Saving Big Forests to Save The Planet
Air Date: Week of October 21, 2022
John Reid and Thomas Lovejoy’s 2022 book “Ever Green: Saving Big Forests to Save the Planet” (Photo: Courtesy of W. W. Norton)
Protecting the remaining intact big forests on Earth offers a low-cost and highly beneficial way to mitigate the climate crisis. The new book “Ever Green: Saving Big Forests to Save the Planet”, coauthored by economist John Reid and the late ecologist Tom Lovejoy, puts a spotlight on these so called “mega forests”. John Reid joined Host Steve Curwood to describe these majestic places, the threats they face, and why they are worth protecting.
Transcript
CURWOOD: Some proposals for mitigating the climate crisis require huge societal changes or unproven technological innovations. But protecting the remaining intact big forests on Earth is by comparison a bargain. The new book “Ever Green: Saving Big Forests to Save the Planet”, coauthored by economist John Reid and the late ecologist Tom Lovejoy, puts a spotlight on these so called “megaforests”. Thomas Eugene Lovejoy III passed away in December 2021 and we remembered his huge contributions to conservation on this show earlier this year. And although he’s gone from this world, Tom continues to teach us how to take care of it. I spoke with his coauthor John Reid about these forests and the opportunity they present in mitigating climate change.
John, welcome to Living on Earth.
REID: Thank you so much, Steve. It's an honor to be here.
CURWOOD: Your book is all about megaforests. What exactly is a megaforest? And how many of them are there? And where do we find them on the planet?
REID: So, the term “megaforest”, we use to describe five forests that are still with us here on planet Earth. And the characteristics of these forests, first of all, that they're big, they're continental in scale, and that a good part of those forests is still intact in pieces of at least 500 square kilometers. There are three tropical forests: the Amazon, the Congo, and the island of New Guinea, and then two boreal forests: the forest that covers a good part of the state of Alaska, and then goes all the way across northern Canada, just below the the tundra zone, and the Russian Taiga, which is a forest that spreads from the Bering and Pacific sea coast of Russia, all the way across the continent to Scandinavia. And this used to be just one boreal forest at certain times when the sea level was low enough to expose the Bering Land Bridge, so you see remarkable similarities between the organisms that are on both sides of the Pacific in these boreal forests.
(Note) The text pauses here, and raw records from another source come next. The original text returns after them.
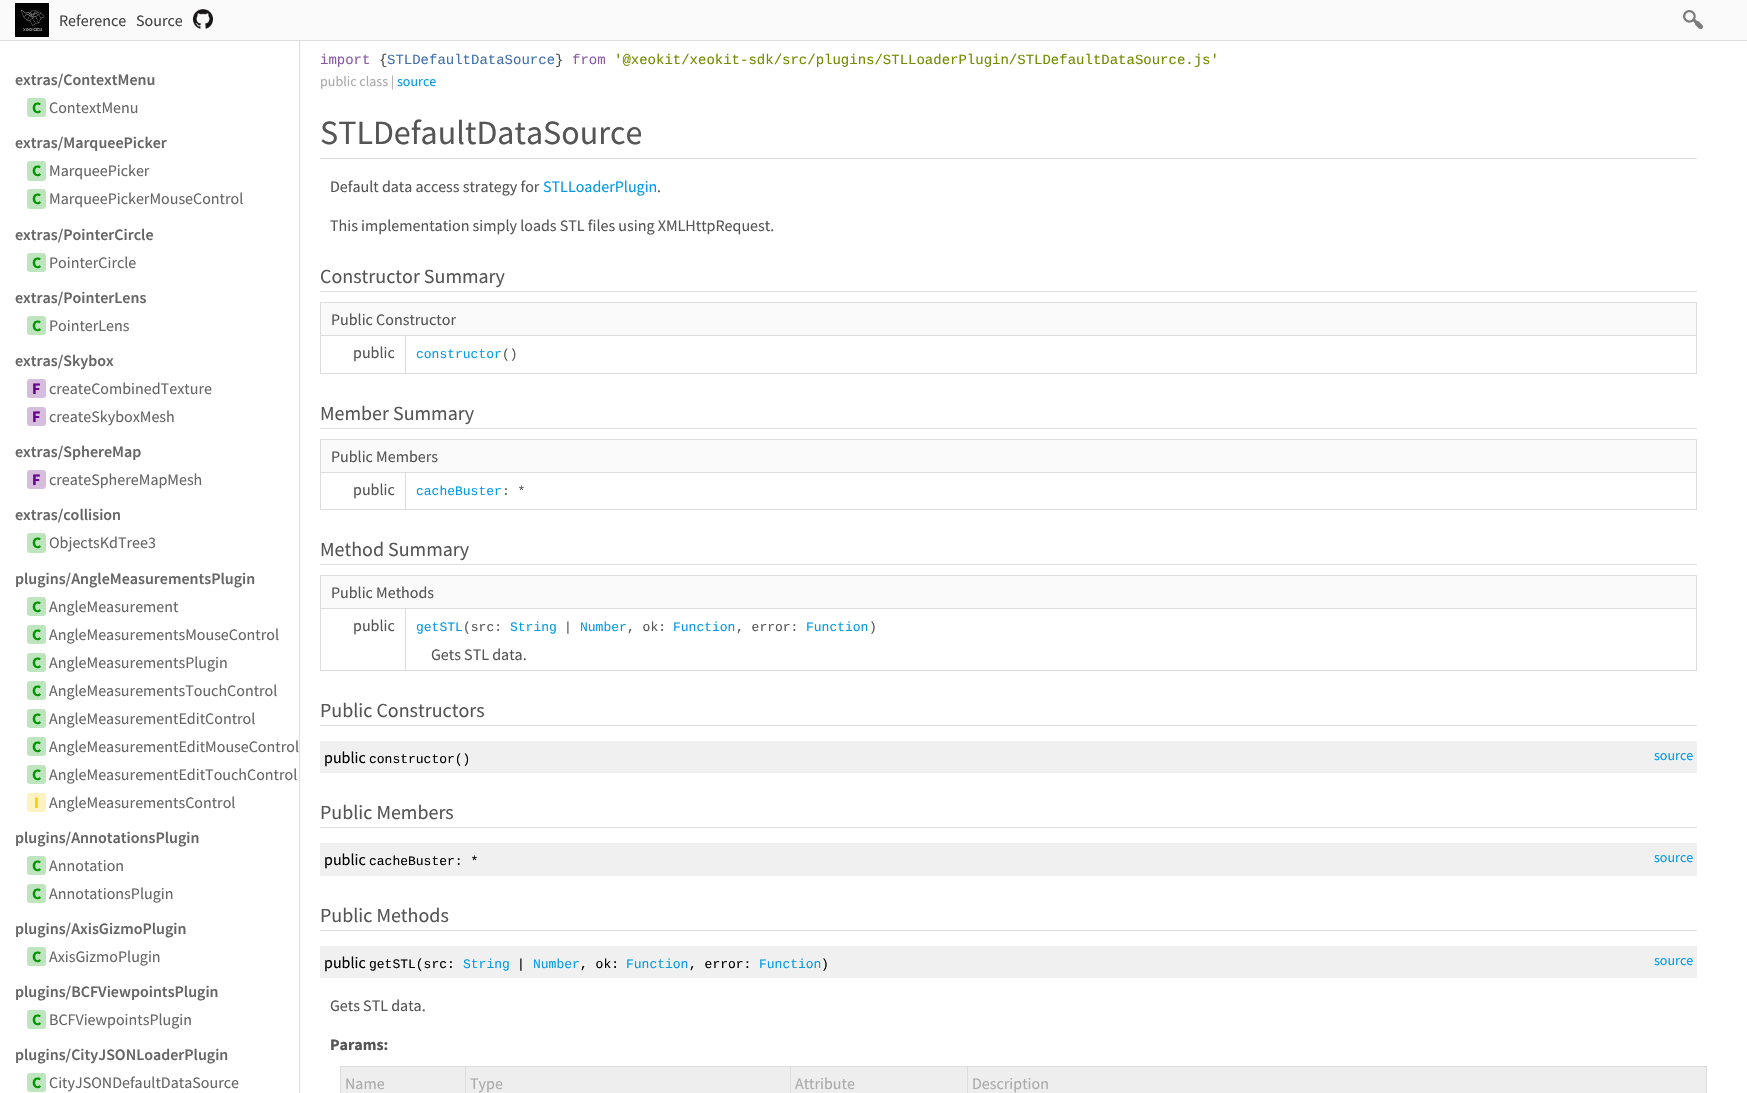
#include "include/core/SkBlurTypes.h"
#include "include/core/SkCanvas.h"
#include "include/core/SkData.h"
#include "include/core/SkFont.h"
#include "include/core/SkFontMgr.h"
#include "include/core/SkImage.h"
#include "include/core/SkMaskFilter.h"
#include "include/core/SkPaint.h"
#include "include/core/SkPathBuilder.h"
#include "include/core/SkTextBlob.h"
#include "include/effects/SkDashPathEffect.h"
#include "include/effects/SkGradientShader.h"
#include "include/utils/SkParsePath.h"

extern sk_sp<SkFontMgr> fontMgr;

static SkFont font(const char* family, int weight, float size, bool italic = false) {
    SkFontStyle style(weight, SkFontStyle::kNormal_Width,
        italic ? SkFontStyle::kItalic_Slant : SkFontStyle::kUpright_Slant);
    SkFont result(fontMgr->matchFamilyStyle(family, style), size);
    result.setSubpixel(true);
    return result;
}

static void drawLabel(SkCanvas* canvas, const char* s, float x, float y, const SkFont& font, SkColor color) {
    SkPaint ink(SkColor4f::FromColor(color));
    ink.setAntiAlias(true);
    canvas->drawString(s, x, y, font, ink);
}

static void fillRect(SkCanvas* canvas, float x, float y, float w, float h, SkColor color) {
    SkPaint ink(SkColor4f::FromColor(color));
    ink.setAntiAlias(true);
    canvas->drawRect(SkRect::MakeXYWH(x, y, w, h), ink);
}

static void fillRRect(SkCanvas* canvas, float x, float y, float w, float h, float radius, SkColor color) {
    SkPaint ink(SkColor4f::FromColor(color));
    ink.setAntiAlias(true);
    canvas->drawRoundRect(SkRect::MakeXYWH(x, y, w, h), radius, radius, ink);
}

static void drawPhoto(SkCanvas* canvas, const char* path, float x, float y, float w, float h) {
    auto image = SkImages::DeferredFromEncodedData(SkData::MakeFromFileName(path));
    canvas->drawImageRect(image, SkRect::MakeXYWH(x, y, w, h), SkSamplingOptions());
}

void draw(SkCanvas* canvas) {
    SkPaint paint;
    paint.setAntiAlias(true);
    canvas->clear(0xFFFFFFFF);
    fillRect(canvas, 0, 0, 1747, 40, 0xFFFAFAFA);
    fillRect(canvas, 0, 40, 1747, 1, 0xFFDDDDDD);
    drawPhoto(canvas, "assets/img1.png", 15, 3, 34, 34);
    SkFont font1 = font("Source Sans Pro", 400, 16);
    drawLabel(canvas, "Reference", 59, 26, font1, 0xFF444444);
    drawLabel(canvas, "Source", 136, 26, font1, 0xFF444444);
    drawPhoto(canvas, "assets/img2.png", 193, 9, 20, 20);
    drawPhoto(canvas, "assets/img3.png", 1683, 10, 20, 19);
    fillRect(canvas, 299, 41, 1, 1052, 0xFFDDDDDD);
    SkFont font2 = font("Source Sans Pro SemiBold", 600, 16);
    drawLabel(canvas, "extras/ContextMenu", 15, 85, font2, 0xFF666666);
    fillRRect(canvas, 27, 98, 19, 19, 3, 0xFFBFE5BF);
    SkFont font3 = font("Source Sans Pro", 700, 16);
    drawLabel(canvas, "C", 32, 113, font3, 0xFF009800);
    drawLabel(canvas, "ContextMenu", 49, 113, font1, 0xFF666666);
    drawLabel(canvas, "extras/MarqueePicker", 15, 148, font2, 0xFF666666);
    fillRRect(canvas, 27, 161, 19, 20, 3, 0xFFBFE5BF);
    drawLabel(canvas, "C", 32, 176, font3, 0xFF009800);
    drawLabel(canvas, "MarqueePicker", 49, 176, font1, 0xFF666666);
    fillRRect(canvas, 27, 189, 19, 20, 3, 0xFFBFE5BF);
    drawLabel(canvas, "C", 32, 204, font3, 0xFF009800);
    drawLabel(canvas, "MarqueePickerMouseControl", 49, 204, font1, 0xFF666666);
    drawLabel(canvas, "extras/PointerCircle", 15, 240, font2, 0xFF666666);
    fillRRect(canvas, 27, 253, 19, 19, 3, 0xFFBFE5BF);
    drawLabel(canvas, "C", 32, 268, font3, 0xFF009800);
    drawLabel(canvas, "PointerCircle", 49, 268, font1, 0xFF666666);
    drawLabel(canvas, "extras/PointerLens", 15, 303, font2, 0xFF666666);
    fillRRect(canvas, 27, 316, 19, 19, 3, 0xFFBFE5BF);
    drawLabel(canvas, "C", 32, 331, font3, 0xFF009800);
    drawLabel(canvas, "PointerLens", 49, 331, font1, 0xFF666666);
    drawLabel(canvas, "extras/Skybox", 15, 366, font2, 0xFF666666);
    fillRRect(canvas, 27, 379, 19, 19, 3, 0xFFD6BDDE);
    drawLabel(canvas, "F", 32, 394, font3, 0xFF6B0090);
    drawLabel(canvas, "createCombinedTexture", 49, 394, font1, 0xFF666666);
    fillRRect(canvas, 27, 407, 19, 19, 3, 0xFFD6BDDE);
    drawLabel(canvas, "F", 32, 422, font3, 0xFF6B0090);
    drawLabel(canvas, "createSkyboxMesh", 49, 422, font1, 0xFF666666);
    drawLabel(canvas, "extras/SphereMap", 15, 457, font2, 0xFF666666);
    fillRRect(canvas, 27, 470, 19, 19, 3, 0xFFD6BDDE);
    drawLabel(canvas, "F", 32, 485, font3, 0xFF6B0090);
    drawLabel(canvas, "createSphereMapMesh", 49, 485, font1, 0xFF666666);
    drawLabel(canvas, "extras/collision", 15, 520, font2, 0xFF666666);
    fillRRect(canvas, 27, 533, 19, 20, 3, 0xFFBFE5BF);
    drawLabel(canvas, "C", 32, 548, font3, 0xFF009800);
    drawLabel(canvas, "ObjectsKdTree3", 49, 548, font1, 0xFF666666);
    drawLabel(canvas, "plugins/AngleMeasurementsPlugin", 15, 584, font2, 0xFF666666);
    fillRRect(canvas, 27, 597, 19, 19, 3, 0xFFBFE5BF);
    drawLabel(canvas, "C", 32, 612, font3, 0xFF009800);
    drawLabel(canvas, "AngleMeasurement", 49, 612, font1, 0xFF666666);
    fillRRect(canvas, 27, 625, 19, 19, 3, 0xFFBFE5BF);
    drawLabel(canvas, "C", 32, 640, font3, 0xFF009800);
    drawLabel(canvas, "AngleMeasurementsMouseControl", 49, 640, font1, 0xFF666666);
    fillRRect(canvas, 27, 653, 19, 19, 3, 0xFFBFE5BF);
    drawLabel(canvas, "C", 32, 668, font3, 0xFF009800);
    drawLabel(canvas, "AngleMeasurementsPlugin", 49, 668, font1, 0xFF666666);
    fillRRect(canvas, 27, 681, 19, 19, 3, 0xFFBFE5BF);
    drawLabel(canvas, "C", 32, 696, font3, 0xFF009800);
    drawLabel(canvas, "AngleMeasurementsTouchControl", 49, 696, font1, 0xFF666666);
    fillRRect(canvas, 27, 709, 19, 19, 3, 0xFFBFE5BF);
    drawLabel(canvas, "C", 32, 724, font3, 0xFF009800);
    drawLabel(canvas, "AngleMeasurementEditControl", 49, 724, font1, 0xFF666666);
    fillRRect(canvas, 27, 737, 19, 19, 3, 0xFFBFE5BF);
    drawLabel(canvas, "C", 32, 752, font3, 0xFF009800);
    drawLabel(canvas, "AngleMeasurementEditMouseControl", 49, 752, font1, 0xFF666666);
    fillRRect(canvas, 27, 765, 19, 19, 3, 0xFFBFE5BF);
    drawLabel(canvas, "C", 32, 780, font3, 0xFF009800);
    drawLabel(canvas, "AngleMeasurementEditTouchControl", 49, 780, font1, 0xFF666666);
    fillRRect(canvas, 27, 793, 19, 19, 3, 0xFFFEF2C0);
    drawLabel(canvas, "I", 34, 808, font3, 0xFFFBCA04);
    drawLabel(canvas, "AngleMeasurementsControl", 49, 808, font1, 0xFF666666);
    drawLabel(canvas, "plugins/AnnotationsPlugin", 15, 843, font2, 0xFF666666);
    fillRRect(canvas, 27, 856, 19, 19, 3, 0xFFBFE5BF);
    drawLabel(canvas, "C", 32, 871, font3, 0xFF009800);
    drawLabel(canvas, "Annotation", 49, 871, font1, 0xFF666666);
    fillRRect(canvas, 27, 884, 19, 19, 3, 0xFFBFE5BF);
    drawLabel(canvas, "C", 32, 899, font3, 0xFF009800);
    drawLabel(canvas, "AnnotationsPlugin", 49, 899, font1, 0xFF666666);
    drawLabel(canvas, "plugins/AxisGizmoPlugin", 15, 934, font2, 0xFF666666);
    fillRRect(canvas, 27, 947, 19, 19, 3, 0xFFBFE5BF);
    drawLabel(canvas, "C", 32, 962, font3, 0xFF009800);
    drawLabel(canvas, "AxisGizmoPlugin", 49, 962, font1, 0xFF666666);
    drawLabel(canvas, "plugins/BCFViewpointsPlugin", 15, 997, font2, 0xFF666666);
    fillRRect(canvas, 27, 1010, 19, 19, 3, 0xFFBFE5BF);
    drawLabel(canvas, "C", 32, 1025, font3, 0xFF009800);
    drawLabel(canvas, "BCFViewpointsPlugin", 49, 1025, font1, 0xFF666666);
    drawLabel(canvas, "plugins/CityJSONLoaderPlugin", 15, 1060, font2, 0xFF666666);
    fillRRect(canvas, 27, 1073, 19, 19, 3, 0xFFBFE5BF);
    drawLabel(canvas, "C", 32, 1088, font3, 0xFF009800);
    drawLabel(canvas, "CityJSONDefaultDataSource", 49, 1088, font1, 0xFF666666);
    SkFont font4 = font("Liberation Mono", 400, 14);
    drawLabel(canvas, "import", 320, 64, font4, 0xFF8959A8);
    drawLabel(canvas, "{", 379, 64, font4, 0xFF4D4D4C);
    drawLabel(canvas, "STLDefaultDataSource", 387, 64, font4, 0xFF4271AE);
    drawLabel(canvas, "}", 555, 64, font4, 0xFF4D4D4C);
    drawLabel(canvas, "from", 572, 64, font4, 0xFF8959A8);
    drawLabel(canvas, "'@xeokit/xeokit-sdk/src/plugins/STLLoaderPlugin/STLDefaultDataSource.js'", 614, 64, font4, 0xFF718C00);
    SkFont font5 = font("Source Sans Pro", 400, 14);
    drawLabel(canvas, "public class |", 320, 86, font5, 0xFFAAAAAA);
    drawLabel(canvas, "source", 397, 86, font5, 0xFF039BE5);
    fillRect(canvas, 320, 158, 1377, 1, 0xFFDDDDDD);
    SkFont font6 = font("Source Sans Pro", 400, 34);
    drawLabel(canvas, "STLDefaultDataSource", 320, 144, font6, 0xFF555555);
    drawLabel(canvas, "Default data access strategy for", 330, 192, font1, 0xFF555555);
    drawLabel(canvas, "STLLoaderPlugin", 543, 192, font1, 0xFF039BE5);
    drawLabel(canvas, ".", 657, 192, font1, 0xFF555555);
    drawLabel(canvas, "This implementation simply loads STL files using XMLHttpRequest.", 330, 231, font1, 0xFF555555);
    fillRect(canvas, 320, 291, 1377, 1, 0xFFDDDDDD);
    SkFont font7 = font("Source Sans Pro", 400, 20);
    drawLabel(canvas, "Constructor Summary", 320, 283, font7, 0xFF555555);
    fillRect(canvas, 321, 303, 1375, 32, 0xFFFAFAFA);
    fillRect(canvas, 320, 302, 1377, 1, 0xFFDDDDDD);
    fillRect(canvas, 405, 335, 1292, 1, 0xFFDDDDDD);
    fillRect(canvas, 1696, 335, 1, 39, 0xFFDDDDDD);
    fillRect(canvas, 1696, 302, 1, 34, 0xFFDDDDDD);
    fillRect(canvas, 405, 373, 1292, 1, 0xFFDDDDDD);
    fillRect(canvas, 405, 335, 1, 39, 0xFFDDDDDD);
    fillRect(canvas, 320, 335, 86, 1, 0xFFDDDDDD);
    fillRect(canvas, 320, 373, 86, 1, 0xFFDDDDDD);
    fillRect(canvas, 320, 335, 1, 39, 0xFFDDDDDD);
    fillRect(canvas, 320, 302, 1, 34, 0xFFDDDDDD);
    drawLabel(canvas, "Public Constructor", 331, 325, font1, 0xFF555555);
    drawLabel(canvas, "public", 353, 358, font1, 0xFF555555);
    SkFont font8 = font("Liberation Mono", 400, 13);
    drawLabel(canvas, "constructor", 416, 358, font8, 0xFF039BE5);
    drawLabel(canvas, "()", 502, 358, font8, 0xFF555555);
    fillRect(canvas, 320, 428, 1377, 1, 0xFFDDDDDD);
    drawLabel(canvas, "Member Summary", 320, 420, font7, 0xFF555555);
    fillRect(canvas, 321, 440, 1375, 32, 0xFFFAFAFA);
    fillRect(canvas, 320, 439, 1377, 1, 0xFFDDDDDD);
    fillRect(canvas, 405, 472, 1292, 1, 0xFFDDDDDD);
    fillRect(canvas, 1696, 472, 1, 38, 0xFFDDDDDD);
    fillRect(canvas, 1696, 439, 1, 34, 0xFFDDDDDD);
    fillRect(canvas, 405, 509, 1292, 1, 0xFFDDDDDD);
    fillRect(canvas, 405, 472, 1, 38, 0xFFDDDDDD);
    fillRect(canvas, 320, 472, 86, 1, 0xFFDDDDDD);
    fillRect(canvas, 320, 509, 86, 1, 0xFFDDDDDD);
    fillRect(canvas, 320, 472, 1, 38, 0xFFDDDDDD);
    fillRect(canvas, 320, 439, 1, 34, 0xFFDDDDDD);
    drawLabel(canvas, "Public Members", 331, 462, font1, 0xFF555555);
    drawLabel(canvas, "public", 353, 495, font1, 0xFF555555);
    drawLabel(canvas, "cacheBuster", 416, 495, font8, 0xFF039BE5);
    drawLabel(canvas, ": *", 502, 495, font8, 0xFF555555);
    fillRect(canvas, 320, 564, 1377, 1, 0xFFDDDDDD);
    drawLabel(canvas, "Method Summary", 320, 556, font7, 0xFF555555);
    fillRect(canvas, 321, 576, 1375, 32, 0xFFFAFAFA);
    fillRect(canvas, 320, 575, 1377, 1, 0xFFDDDDDD);
    fillRect(canvas, 405, 608, 1292, 1, 0xFFDDDDDD);
    fillRect(canvas, 1696, 608, 1, 63, 0xFFDDDDDD);
    fillRect(canvas, 1696, 575, 1, 34, 0xFFDDDDDD);
    fillRect(canvas, 405, 670, 1292, 1, 0xFFDDDDDD);
    fillRect(canvas, 405, 608, 1, 63, 0xFFDDDDDD);
    fillRect(canvas, 320, 608, 86, 1, 0xFFDDDDDD);
    fillRect(canvas, 320, 670, 86, 1, 0xFFDDDDDD);
    fillRect(canvas, 320, 608, 1, 63, 0xFFDDDDDD);
    fillRect(canvas, 320, 575, 1, 34, 0xFFDDDDDD);
    drawLabel(canvas, "Public Methods", 331, 598, font1, 0xFF555555);
    drawLabel(canvas, "public", 353, 631, font1, 0xFF555555);
    drawLabel(canvas, "getSTL", 416, 631, font8, 0xFF039BE5);
    drawLabel(canvas, "(src:", 463, 631, font8, 0xFF555555);
    drawLabel(canvas, "String", 510, 631, font8, 0xFF039BE5);
    drawLabel(canvas, "|", 564, 631, font8, 0xFF555555);
    drawLabel(canvas, "Number", 580, 631, font8, 0xFF039BE5);
    drawLabel(canvas, ", ok:", 627, 631, font8, 0xFF555555);
    drawLabel(canvas, "Function", 673, 631, font8, 0xFF039BE5);
    drawLabel(canvas, ", error:", 736, 631, font8, 0xFF555555);
    drawLabel(canvas, "Function", 806, 631, font8, 0xFF039BE5);
    drawLabel(canvas, ")", 869, 631, font8, 0xFF555555);
    drawLabel(canvas, "Gets STL data.", 431, 660, font1, 0xFF555555);
    fillRect(canvas, 320, 725, 1377, 1, 0xFFDDDDDD);
    drawLabel(canvas, "Public Constructors", 320, 717, font7, 0xFF555555);
    fillRect(canvas, 320, 741, 1377, 32, 0xFFF0F0F0);
    drawLabel(canvas, "public", 324, 763, font1, 0xFF000000);
    drawLabel(canvas, "constructor()", 369, 763, font8, 0xFF000000);
    drawLabel(canvas, "source", 1654, 760, font5, 0xFF039BE5);
    fillRect(canvas, 320, 827, 1377, 1, 0xFFDDDDDD);
    drawLabel(canvas, "Public Members", 320, 819, font7, 0xFF555555);
    fillRect(canvas, 320, 843, 1377, 33, 0xFFF0F0F0);
    drawLabel(canvas, "public", 324, 865, font1, 0xFF000000);
    drawLabel(canvas, "cacheBuster: *", 369, 865, font8, 0xFF000000);
    drawLabel(canvas, "source", 1654, 862, font5, 0xFF039BE5);
    fillRect(canvas, 320, 930, 1377, 1, 0xFFDDDDDD);
    drawLabel(canvas, "Public Methods", 320, 922, font7, 0xFF555555);
    fillRect(canvas, 320, 946, 1377, 32, 0xFFF0F0F0);
    drawLabel(canvas, "public", 324, 968, font1, 0xFF000000);
    drawLabel(canvas, "getSTL(src:", 369, 968, font8, 0xFF000000);
    drawLabel(canvas, "String", 463, 968, font8, 0xFF039BE5);
    drawLabel(canvas, "|", 517, 968, font8, 0xFF000000);
    drawLabel(canvas, "Number", 533, 968, font8, 0xFF039BE5);
    drawLabel(canvas, ", ok:", 580, 968, font8, 0xFF000000);
    drawLabel(canvas, "Function", 626, 968, font8, 0xFF039BE5);
    drawLabel(canvas, ", error:", 689, 968, font8, 0xFF000000);
    drawLabel(canvas, "Function", 759, 968, font8, 0xFF039BE5);
    drawLabel(canvas, ")", 821, 968, font8, 0xFF000000);
    drawLabel(canvas, "source", 1654, 965, font5, 0xFF039BE5);
    drawLabel(canvas, "Gets STL data.", 330, 1011, font1, 0xFF555555);
    drawLabel(canvas, "Params:", 330, 1050, font3, 0xFF555555);
    fillRect(canvas, 341, 1067, 1365, 26, 0xFFEEEEEE);
    fillRect(canvas, 967, 1066, 740, 1, 0xFFDDDDDD);
    fillRect(canvas, 967, 1066, 1, 27, 0xFFDDDDDD);
    fillRect(canvas, 790, 1066, 178, 1, 0xFFDDDDDD);
    fillRect(canvas, 790, 1066, 1, 27, 0xFFDDDDDD);
    fillRect(canvas, 465, 1066, 326, 1, 0xFFDDDDDD);
    fillRect(canvas, 465, 1066, 1, 27, 0xFFDDDDDD);
    fillRect(canvas, 340, 1066, 126, 1, 0xFFDDDDDD);
    fillRect(canvas, 340, 1066, 1, 27, 0xFFDDDDDD);
    drawLabel(canvas, "Name", 345, 1089, font1, 0xFFAAAAAA);
    drawLabel(canvas, "Type", 470, 1089, font1, 0xFFAAAAAA);
    drawLabel(canvas, "Attribute", 795, 1089, font1, 0xFFAAAAAA);
    fillRect(canvas, 1706, 1066, 1, 27, 0xFFDDDDDD);
    drawLabel(canvas, "Description", 972, 1089, font1, 0xFFAAAAAA);
}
CURWOOD: What, between the caribou and the reindeer?
REID: Yeah, and you see grizzly bears and what they just call brown bears in Russia. There were bison roaming on both sides, and of course, the human beings used that geography to move back and forth between the Americas and the Eurasian continent.
CURWOOD: John, what makes these megaforests different from each other?
REID: First of all, we have a difference between the boreal forests and the tropical forests. And this is what you would expect, the boreal forests are cold and the tropical forests are hot and steamy. The tropical forests have an incredible diversity of plants and animals, and the boreal forests have less diversity, but they have, in general, larger organisms like grizzly bears and polar bears, caribou.
CURWOOD: The tropical forests, what differences do you see there?
REID: Well, the tropical forests are very different from one another. The Amazon, if you walk around in the Amazon, you'll see a profusion of palm trees and of vines. If you cross the Atlantic to the Congo, you have massive animals. So you have forest elephants and you have three different species of gorillas, you have chimpanzees, you have bonobos, you have large ungulates. Now go over to New Guinea, you have a whole different array of species there. New Guinea is the world's capital for birds of paradise. There are 39 of the globe's 42 species of birds of paradise. You have species that look like they belong in Australia. One night, I was walking through the forest with a local guy and we came upon a kangaroo. And in the middle of a tropical forest in the New Guinea night, this thing looked, to me, so out of place, but it's because New Guinea is on the same tectonic plate as Australia and has been separated from the Australian mainland for a short enough period of time that many of the families of plants and animals that you find in New Guinea have Australian counterparts, even though the species have had a long enough time to diverge and create novel life forms there.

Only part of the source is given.